TIOBE December 2015 - D rose 5 positions

Ola Fosheim Grøstad via Digitalmars-d digitalmars-d at puremagic.com
Sun Jan 3 09:25:13 PST 2016


On Sunday, 3 January 2016 at 16:56:46 UTC, Joakim wrote:
> It's more than not being neutral: I pointed out that github 
> suffers from similar categorization errors to the ones you list 
> below.  But yes, github stats are really only good for 
> languages used in open source, and OSS is still a small 
> fraction of all software written.

I didn't notice any miscategorization in the trending lists I 
used, there might have been some, but even then the surrounding 
numbers were similar at #20 of the monthly trend so I don't think 
that the numbers would be significantly effected for most 
languages.

Open source is a good indicator of trending. It is also a 
indicator for the productivity of new languages when a new 
language produce many popular open source applications. It is 
also a good indicator of what programming areas a new language is 
going to be popular in. If a language has a long tail of popular 
applications, that's a pretty strong indicator that it will take 
off, IMO. Go is there. Rust isn't quite there (yet). D and Nim 
doesn't show any signs of going there (yet).

> Are you stating that Docker is built on Go or suggesting it 
> would make sense if they were?  Sounds like the latter.

Docker is based on Go.

«Under the hood, Docker is built on the following components:

The cgroups and namespaces capabilities of the Linux kernel
The Go programming language
The Docker Image Specification
The Libcontainer Specification»

> for the long-term future of D.  Better to focus on making the 
> best language you can, and people will find uses for its unique 
> strengths.

Yes, but the trends show that D has been going down over the past 
8 years and has been stagnant over the past 2 years if you look 
at statistics for github and google trends.

So, D has to make a change. Most likely a language change that 
makes it easier to deal with. People say that Go and Swift are 
doing well because they are easy to deal with. I think they are 
right.

> Heh, why should I spend any time thinking about it whatsoever?

It doesn't take any thinking to see that Tiobe is bogus! ;^)

> all.  Since practically every company has a website that likely 
> uses a little javascript, that's trivially true, yet completely 
> irrelevant.

First we need to define what we want to measure. But claiming 
that the marketshare of Javascript is 2.5% is outragous no matter 
how we measure it.

> If you were able to compile something like billable hours for 
> javascript, it would do well, but nowhere near the top.

I think it would be on the top now, yes.

> Unfortunately, that key is not available under the lamppost we 
> have: TIOBE. :)

A broken lamppost without electricity that went out of date over 
a decade ago.

> C++ has been retreating into a niche, along with other 
> AoT-compiled languages, even TIOBE shows that in its graph of 
> C++ buzz dropping significantly over the last decade.

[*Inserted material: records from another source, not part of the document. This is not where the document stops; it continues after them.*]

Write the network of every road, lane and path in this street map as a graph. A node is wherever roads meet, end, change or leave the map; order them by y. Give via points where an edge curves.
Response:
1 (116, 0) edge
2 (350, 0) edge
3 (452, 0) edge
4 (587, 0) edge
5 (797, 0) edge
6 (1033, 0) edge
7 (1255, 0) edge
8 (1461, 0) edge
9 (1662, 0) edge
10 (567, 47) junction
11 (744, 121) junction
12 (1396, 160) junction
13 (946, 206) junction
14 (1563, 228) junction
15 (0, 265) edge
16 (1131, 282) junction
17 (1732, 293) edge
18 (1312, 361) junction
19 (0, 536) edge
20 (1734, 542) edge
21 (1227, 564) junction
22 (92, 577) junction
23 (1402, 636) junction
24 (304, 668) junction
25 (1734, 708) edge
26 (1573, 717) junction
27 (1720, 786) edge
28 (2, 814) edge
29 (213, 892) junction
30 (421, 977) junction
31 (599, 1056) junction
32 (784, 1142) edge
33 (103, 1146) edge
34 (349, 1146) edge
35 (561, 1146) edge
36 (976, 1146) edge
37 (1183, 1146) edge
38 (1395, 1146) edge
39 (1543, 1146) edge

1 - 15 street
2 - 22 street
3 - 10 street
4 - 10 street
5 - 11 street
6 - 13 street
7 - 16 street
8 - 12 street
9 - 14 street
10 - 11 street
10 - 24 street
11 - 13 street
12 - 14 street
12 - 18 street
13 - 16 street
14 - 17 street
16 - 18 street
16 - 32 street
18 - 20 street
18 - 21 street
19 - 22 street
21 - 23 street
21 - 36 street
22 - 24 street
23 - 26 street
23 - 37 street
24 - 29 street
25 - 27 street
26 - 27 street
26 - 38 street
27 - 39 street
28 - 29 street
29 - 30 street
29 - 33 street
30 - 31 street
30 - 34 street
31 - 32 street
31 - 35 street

C++ is going down slowly, but probably will reach a plateu with 
enterprises that can afford "large" C++ teams.

> javascript is primarily a frontend language on a single 
> platform, web apps, it will never get "close to the top" of the 
> programming language heap.

I wish. Unfortunately this isn't true anymore. Electron, node.js 
and other frameworks are projecting JavaScript as a VM into more 
and more application areas.

We are just not following the youngsters. They grew up with 
JavaScript. They will make it pervasive.